Kia Makarechi
Right now, more than 10,000 high school seniors are debating whether or not they are Bruins.
Of the 12,098 high school seniors admitted entrance into UCLA (out of the 55,675 who applied), approximately 4,650 are expected to choose Westwood as their home for a quartet of years or more.
At the end of the day, why would the new admits ““ with an average GPA resting at a lofty 4.36 ““ choose our school over other schools that are doubtlessly courting them? Is Southern California’s sun-kissed oasis really worth sacrificing the seemingly career-defining institutions of the Ivy League?
Yes and no.
UCLA can be taxing. It would be false to say that school here is a breeze (except if you’re a history student); regardless of the attention you pay to your academics here, you will seldom feel as though you are 100 percent on top of things.

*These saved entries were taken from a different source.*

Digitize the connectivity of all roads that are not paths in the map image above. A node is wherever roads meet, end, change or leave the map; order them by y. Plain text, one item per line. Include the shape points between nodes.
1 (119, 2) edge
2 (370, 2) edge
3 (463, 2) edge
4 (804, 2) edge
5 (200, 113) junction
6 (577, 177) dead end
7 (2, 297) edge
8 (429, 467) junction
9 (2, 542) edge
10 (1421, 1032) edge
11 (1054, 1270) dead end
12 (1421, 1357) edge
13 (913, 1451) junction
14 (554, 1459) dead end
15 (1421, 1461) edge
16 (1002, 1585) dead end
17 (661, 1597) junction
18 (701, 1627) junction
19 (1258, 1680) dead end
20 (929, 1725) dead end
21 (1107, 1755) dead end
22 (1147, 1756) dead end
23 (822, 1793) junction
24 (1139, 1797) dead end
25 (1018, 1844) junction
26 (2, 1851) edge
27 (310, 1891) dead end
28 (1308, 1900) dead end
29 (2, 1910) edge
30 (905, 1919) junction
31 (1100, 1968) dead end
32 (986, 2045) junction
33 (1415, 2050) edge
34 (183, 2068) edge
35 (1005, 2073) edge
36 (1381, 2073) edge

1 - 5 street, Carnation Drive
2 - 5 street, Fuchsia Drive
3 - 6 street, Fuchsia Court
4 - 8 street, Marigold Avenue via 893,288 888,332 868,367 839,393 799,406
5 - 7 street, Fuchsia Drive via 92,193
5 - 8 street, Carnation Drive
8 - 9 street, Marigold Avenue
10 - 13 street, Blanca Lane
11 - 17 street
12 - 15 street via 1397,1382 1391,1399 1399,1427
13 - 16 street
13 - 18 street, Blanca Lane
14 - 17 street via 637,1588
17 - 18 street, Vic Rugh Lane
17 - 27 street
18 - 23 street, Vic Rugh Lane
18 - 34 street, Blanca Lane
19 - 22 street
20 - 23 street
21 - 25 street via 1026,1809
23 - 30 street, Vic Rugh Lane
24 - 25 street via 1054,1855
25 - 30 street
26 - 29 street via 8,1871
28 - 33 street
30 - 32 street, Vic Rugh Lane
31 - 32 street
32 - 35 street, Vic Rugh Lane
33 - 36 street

Take, for example, the high school seniors who enjoy literature immensely. In high school, these students were also the editors-in-chief of their newspapers. The first time they take two literature courses in one quarter at UCLA, they’ll find themselves saddled with a 300-plus page novel per class per week.
If you are looking for an undergraduate experience characterized more by sitting around and feeling important, a university as large as ours will not placate these sensibilities. But if you are looking for a challenge that will teach you not only thermodynamics and post-modern literature but also the self-awareness that academic and extracurricular busyness invariably bring, then you are ready to be a Bruin.
Life at UCLA is truly a gift, but it comes with a weighty dose of academic integrity. And it should.
Compare this with the likes of Harvard, where a 1996 study found that 46 percent of undergraduates earned A’s, and 82 percent graduated with honors (compared with Harvard’s 1966 A-rate of 22 percent).
Life at an “elite” private institution is no longer necessarily the reputable exercise it used to be. Befuddled by the massive amount of money required for an Ivy League or equivalent university, a culture of malaise has set in; as professor of history Harvey Mansfield wrote in a 2001 piece for The Chronicle of Higher Education, “People often criticize elementary and secondary schools for demanding too little of students, … but at Harvard, the supposed pinnacle of American education, professors are quite satisfied to bestow outlandishly high grades upon students.”
Hand-holding has been a rising trend in private institutions for decades, but it is one that is essentially impossible in a university as large and robust as ours. At UCLA, you earn your keep.
That’s not to say that our Westwood campus is wrought with nasty professors or hypercompetitive students. UCLA may not hold your hand and grant you grades you did little to earn, but it will give the students who truly wish to succeed everything they need to do so.
Freshman cluster courses offer a three-quarter acclimation to university life through top faculty who understand that their eager students are adjusting. Academics in the Commons provides extensive, exceptional assistance through everything from tutors to writing coaches located smack in the middle of the dorm community. The Center for Women and Men offers workshops on everything from dealing with conflict to picking a compatible partner. The John Wooden Center boasts an enormous fitness complex where students can either exercise on their own or take part in a litany of courses from spinning to Muay Thai to Capoeira. The UCLA Film and Television Archive is the largest of any university in the world.
This campus is bursting with opportunity, but you must be willing to invest yourself in it. Life here will be a challenge draped over the backdrop of an idealized location, an energetic student body and an endless array of cultural, political, artistic and professional clubs and organizations.
It is true, on an oversimplified numerical level, that a private university graduate is more of a branded rarity than a UCLA grad. But as employers realize that their snazzy new interns or associates have never really been busy, never had to work for their earning, we will see a decline in the rosy image currently perpetuated by the nation’s most expensive universities.
And while certain smaller schools may offer more extensive caretaking, UCLA offers something more: an opportunity to elevate yourself.